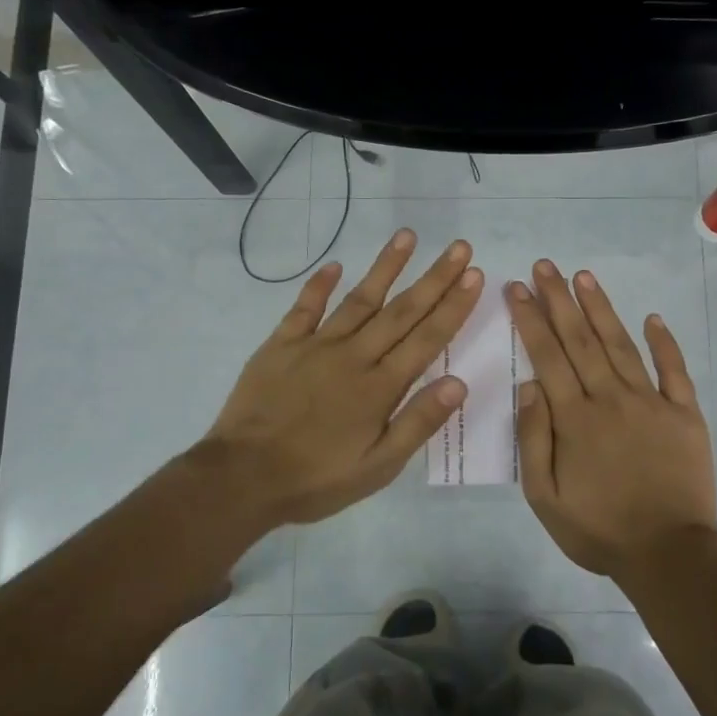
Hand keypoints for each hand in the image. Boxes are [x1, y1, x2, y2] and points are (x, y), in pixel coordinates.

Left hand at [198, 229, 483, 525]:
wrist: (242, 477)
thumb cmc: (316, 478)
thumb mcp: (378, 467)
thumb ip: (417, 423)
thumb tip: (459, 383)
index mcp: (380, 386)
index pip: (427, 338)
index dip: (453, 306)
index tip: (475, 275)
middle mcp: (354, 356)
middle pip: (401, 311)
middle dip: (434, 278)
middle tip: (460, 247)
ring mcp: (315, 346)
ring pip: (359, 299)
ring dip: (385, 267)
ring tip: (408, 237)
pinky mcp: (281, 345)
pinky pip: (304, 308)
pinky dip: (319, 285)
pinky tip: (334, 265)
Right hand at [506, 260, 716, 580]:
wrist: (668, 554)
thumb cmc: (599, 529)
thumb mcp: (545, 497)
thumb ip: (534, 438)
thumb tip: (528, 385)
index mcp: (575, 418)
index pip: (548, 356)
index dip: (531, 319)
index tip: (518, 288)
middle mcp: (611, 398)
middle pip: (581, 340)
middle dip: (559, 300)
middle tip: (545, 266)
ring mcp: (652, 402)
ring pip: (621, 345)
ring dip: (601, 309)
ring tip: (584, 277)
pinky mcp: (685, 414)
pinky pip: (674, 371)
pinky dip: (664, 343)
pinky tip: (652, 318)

________________

> [WORK TO COMPLETE] The reply should consist only of the line containing "middle pip: (401, 311)" and all lines after it in the listing above, reproduced exactly.

> [ANSWER FOR THIS EXERCISE]
middle pip: (401, 311)
middle dip: (434, 278)
middle tip: (460, 247)
ring mcp: (315, 346)
ring pip: (359, 299)
ring dip: (385, 267)
ring tip: (408, 237)
pinky mcp: (281, 345)
pinky pip: (304, 308)
pinky dip: (319, 285)
pinky tip: (334, 265)
Right hand at [506, 260, 716, 580]:
wrist: (668, 554)
thumb cmc: (599, 529)
thumb mcp: (545, 497)
thumb ip: (534, 438)
thumb tip: (528, 385)
index mcp: (575, 418)
index pip: (548, 356)
index dip: (531, 319)
index tip: (518, 288)
middle mcp: (611, 398)
middle pip: (581, 340)
middle dip: (559, 300)
middle tip: (545, 266)
ring mcp: (652, 402)
ring pip: (621, 345)
ring dip: (601, 309)
ring tip: (584, 277)
pinky mcp: (685, 414)
pinky pip: (674, 371)
pinky dip: (664, 343)
pinky tip: (652, 318)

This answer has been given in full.